The problem:
Set all of the entries down again precisely as they are written.

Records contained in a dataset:
____________

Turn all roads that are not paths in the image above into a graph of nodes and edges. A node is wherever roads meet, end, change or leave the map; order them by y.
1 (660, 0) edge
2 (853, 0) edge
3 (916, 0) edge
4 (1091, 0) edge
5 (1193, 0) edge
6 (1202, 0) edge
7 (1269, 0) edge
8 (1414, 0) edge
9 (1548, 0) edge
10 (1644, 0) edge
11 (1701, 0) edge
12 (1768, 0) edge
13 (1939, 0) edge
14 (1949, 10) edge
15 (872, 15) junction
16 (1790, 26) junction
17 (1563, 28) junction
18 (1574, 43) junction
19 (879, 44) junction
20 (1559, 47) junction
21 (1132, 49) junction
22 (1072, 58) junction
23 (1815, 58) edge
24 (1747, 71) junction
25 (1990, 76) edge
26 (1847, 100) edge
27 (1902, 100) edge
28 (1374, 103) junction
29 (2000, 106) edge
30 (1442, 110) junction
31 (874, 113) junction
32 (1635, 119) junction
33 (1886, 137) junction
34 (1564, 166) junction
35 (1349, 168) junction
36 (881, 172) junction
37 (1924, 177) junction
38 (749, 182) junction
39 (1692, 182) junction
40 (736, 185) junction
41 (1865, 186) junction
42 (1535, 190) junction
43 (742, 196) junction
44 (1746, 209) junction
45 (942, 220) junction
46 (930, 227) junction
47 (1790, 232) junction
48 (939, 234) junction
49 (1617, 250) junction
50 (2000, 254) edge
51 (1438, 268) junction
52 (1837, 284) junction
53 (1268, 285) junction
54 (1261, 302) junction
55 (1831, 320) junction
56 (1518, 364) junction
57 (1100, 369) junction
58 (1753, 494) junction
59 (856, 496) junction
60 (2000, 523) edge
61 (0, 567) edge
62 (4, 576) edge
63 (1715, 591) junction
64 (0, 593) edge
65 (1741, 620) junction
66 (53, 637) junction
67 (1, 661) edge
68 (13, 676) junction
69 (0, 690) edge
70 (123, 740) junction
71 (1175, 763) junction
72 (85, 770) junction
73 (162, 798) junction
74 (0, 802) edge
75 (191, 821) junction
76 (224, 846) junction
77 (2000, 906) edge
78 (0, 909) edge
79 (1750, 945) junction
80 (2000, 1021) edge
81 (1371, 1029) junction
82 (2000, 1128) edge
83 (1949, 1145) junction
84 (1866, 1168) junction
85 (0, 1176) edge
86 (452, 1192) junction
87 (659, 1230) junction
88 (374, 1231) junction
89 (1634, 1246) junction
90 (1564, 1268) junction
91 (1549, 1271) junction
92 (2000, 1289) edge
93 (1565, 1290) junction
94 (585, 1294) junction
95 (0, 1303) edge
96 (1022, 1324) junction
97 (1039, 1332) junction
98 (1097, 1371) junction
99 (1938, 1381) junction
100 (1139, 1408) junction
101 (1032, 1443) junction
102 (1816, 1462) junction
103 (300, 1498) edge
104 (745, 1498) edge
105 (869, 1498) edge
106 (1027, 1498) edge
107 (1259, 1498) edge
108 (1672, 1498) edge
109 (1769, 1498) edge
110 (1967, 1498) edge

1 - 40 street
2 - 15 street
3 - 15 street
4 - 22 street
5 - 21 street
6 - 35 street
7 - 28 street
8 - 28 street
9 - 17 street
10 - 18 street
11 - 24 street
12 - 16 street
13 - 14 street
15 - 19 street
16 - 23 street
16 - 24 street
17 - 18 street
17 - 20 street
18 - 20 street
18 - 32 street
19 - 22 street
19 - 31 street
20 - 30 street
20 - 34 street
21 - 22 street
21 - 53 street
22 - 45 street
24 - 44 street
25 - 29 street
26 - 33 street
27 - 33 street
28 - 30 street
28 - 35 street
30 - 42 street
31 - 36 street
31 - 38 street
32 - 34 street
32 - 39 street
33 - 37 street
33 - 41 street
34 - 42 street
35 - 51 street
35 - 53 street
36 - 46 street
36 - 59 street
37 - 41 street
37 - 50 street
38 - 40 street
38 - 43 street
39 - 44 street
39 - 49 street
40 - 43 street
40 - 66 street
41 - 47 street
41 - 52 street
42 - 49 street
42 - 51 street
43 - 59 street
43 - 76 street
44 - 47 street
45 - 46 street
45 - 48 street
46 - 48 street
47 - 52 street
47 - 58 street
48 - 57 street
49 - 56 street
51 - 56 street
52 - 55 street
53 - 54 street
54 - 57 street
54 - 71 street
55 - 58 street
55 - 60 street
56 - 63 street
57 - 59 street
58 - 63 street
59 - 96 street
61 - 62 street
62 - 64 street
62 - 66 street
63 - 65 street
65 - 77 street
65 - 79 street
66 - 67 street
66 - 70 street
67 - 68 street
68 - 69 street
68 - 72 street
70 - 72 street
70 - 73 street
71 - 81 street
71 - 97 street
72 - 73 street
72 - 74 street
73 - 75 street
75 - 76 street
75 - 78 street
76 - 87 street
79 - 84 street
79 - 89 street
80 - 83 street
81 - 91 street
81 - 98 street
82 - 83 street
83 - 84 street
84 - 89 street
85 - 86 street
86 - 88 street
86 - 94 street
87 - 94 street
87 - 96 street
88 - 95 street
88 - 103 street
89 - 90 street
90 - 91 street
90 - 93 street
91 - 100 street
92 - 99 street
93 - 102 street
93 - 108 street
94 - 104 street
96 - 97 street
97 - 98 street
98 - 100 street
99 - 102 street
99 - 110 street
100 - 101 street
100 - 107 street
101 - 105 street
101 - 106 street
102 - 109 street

____________

Answer area:
Turn all roads that are not paths in the image above into a graph of nodes and edges. A node is wherever roads meet, end, change or leave the map; order them by y.
1 (660, 0) edge
2 (853, 0) edge
3 (916, 0) edge
4 (1091, 0) edge
5 (1193, 0) edge
6 (1202, 0) edge
7 (1269, 0) edge
8 (1414, 0) edge
9 (1548, 0) edge
10 (1644, 0) edge
11 (1701, 0) edge
12 (1768, 0) edge
13 (1939, 0) edge
14 (1949, 10) edge
15 (872, 15) junction
16 (1790, 26) junction
17 (1563, 28) junction
18 (1574, 43) junction
19 (879, 44) junction
20 (1559, 47) junction
21 (1132, 49) junction
22 (1072, 58) junction
23 (1815, 58) edge
24 (1747, 71) junction
25 (1990, 76) edge
26 (1847, 100) edge
27 (1902, 100) edge
28 (1374, 103) junction
29 (2000, 106) edge
30 (1442, 110) junction
31 (874, 113) junction
32 (1635, 119) junction
33 (1886, 137) junction
34 (1564, 166) junction
35 (1349, 168) junction
36 (881, 172) junction
37 (1924, 177) junction
38 (749, 182) junction
39 (1692, 182) junction
40 (736, 185) junction
41 (1865, 186) junction
42 (1535, 190) junction
43 (742, 196) junction
44 (1746, 209) junction
45 (942, 220) junction
46 (930, 227) junction
47 (1790, 232) junction
48 (939, 234) junction
49 (1617, 250) junction
50 (2000, 254) edge
51 (1438, 268) junction
52 (1837, 284) junction
53 (1268, 285) junction
54 (1261, 302) junction
55 (1831, 320) junction
56 (1518, 364) junction
57 (1100, 369) junction
58 (1753, 494) junction
59 (856, 496) junction
60 (2000, 523) edge
61 (0, 567) edge
62 (4, 576) edge
63 (1715, 591) junction
64 (0, 593) edge
65 (1741, 620) junction
66 (53, 637) junction
67 (1, 661) edge
68 (13, 676) junction
69 (0, 690) edge
70 (123, 740) junction
71 (1175, 763) junction
72 (85, 770) junction
73 (162, 798) junction
74 (0, 802) edge
75 (191, 821) junction
76 (224, 846) junction
77 (2000, 906) edge
78 (0, 909) edge
79 (1750, 945) junction
80 (2000, 1021) edge
81 (1371, 1029) junction
82 (2000, 1128) edge
83 (1949, 1145) junction
84 (1866, 1168) junction
85 (0, 1176) edge
86 (452, 1192) junction
87 (659, 1230) junction
88 (374, 1231) junction
89 (1634, 1246) junction
90 (1564, 1268) junction
91 (1549, 1271) junction
92 (2000, 1289) edge
93 (1565, 1290) junction
94 (585, 1294) junction
95 (0, 1303) edge
96 (1022, 1324) junction
97 (1039, 1332) junction
98 (1097, 1371) junction
99 (1938, 1381) junction
100 (1139, 1408) junction
101 (1032, 1443) junction
102 (1816, 1462) junction
103 (300, 1498) edge
104 (745, 1498) edge
105 (869, 1498) edge
106 (1027, 1498) edge
107 (1259, 1498) edge
108 (1672, 1498) edge
109 (1769, 1498) edge
110 (1967, 1498) edge

1 - 40 street
2 - 15 street
3 - 15 street
4 - 22 street
5 - 21 street
6 - 35 street
7 - 28 street
8 - 28 street
9 - 17 street
10 - 18 street
11 - 24 street
12 - 16 street
13 - 14 street
15 - 19 street
16 - 23 street
16 - 24 street
17 - 18 street
17 - 20 street
18 - 20 street
18 - 32 street
19 - 22 street
19 - 31 street
20 - 30 street
20 - 34 street
21 - 22 street
21 - 53 street
22 - 45 street
24 - 44 street
25 - 29 street
26 - 33 street
27 - 33 street
28 - 30 street
28 - 35 street
30 - 42 street
31 - 36 street
31 - 38 street
32 - 34 street
32 - 39 street
33 - 37 street
33 - 41 street
34 - 42 street
35 - 51 street
35 - 53 street
36 - 46 street
36 - 59 street
37 - 41 street
37 - 50 street
38 - 40 street
38 - 43 street
39 - 44 street
39 - 49 street
40 - 43 street
40 - 66 street
41 - 47 street
41 - 52 street
42 - 49 street
42 - 51 street
43 - 59 street
43 - 76 street
44 - 47 street
45 - 46 street
45 - 48 street
46 - 48 street
47 - 52 street
47 - 58 street
48 - 57 street
49 - 56 street
51 - 56 street
52 - 55 street
53 - 54 street
54 - 57 street
54 - 71 street
55 - 58 street
55 - 60 street
56 - 63 street
57 - 59 street
58 - 63 street
59 - 96 street
61 - 62 street
62 - 64 street
62 - 66 street
63 - 65 street
65 - 77 street
65 - 79 street
66 - 67 street
66 - 70 street
67 - 68 street
68 - 69 street
68 - 72 street
70 - 72 street
70 - 73 street
71 - 81 street
71 - 97 street
72 - 73 street
72 - 74 street
73 - 75 street
75 - 76 street
75 - 78 street
76 - 87 street
79 - 84 street
79 - 89 street
80 - 83 street
81 - 91 street
81 - 98 street
82 - 83 street
83 - 84 street
84 - 89 street
85 - 86 street
86 - 88 street
86 - 94 street
87 - 94 street
87 - 96 street
88 - 95 street
88 - 103 street
89 - 90 street
90 - 91 street
90 - 93 street
91 - 100 street
92 - 99 street
93 - 102 street
93 - 108 street
94 - 104 street
96 - 97 street
97 - 98 street
98 - 100 street
99 - 102 street
99 - 110 street
100 - 101 street
100 - 107 street
101 - 105 street
101 - 106 street
102 - 109 street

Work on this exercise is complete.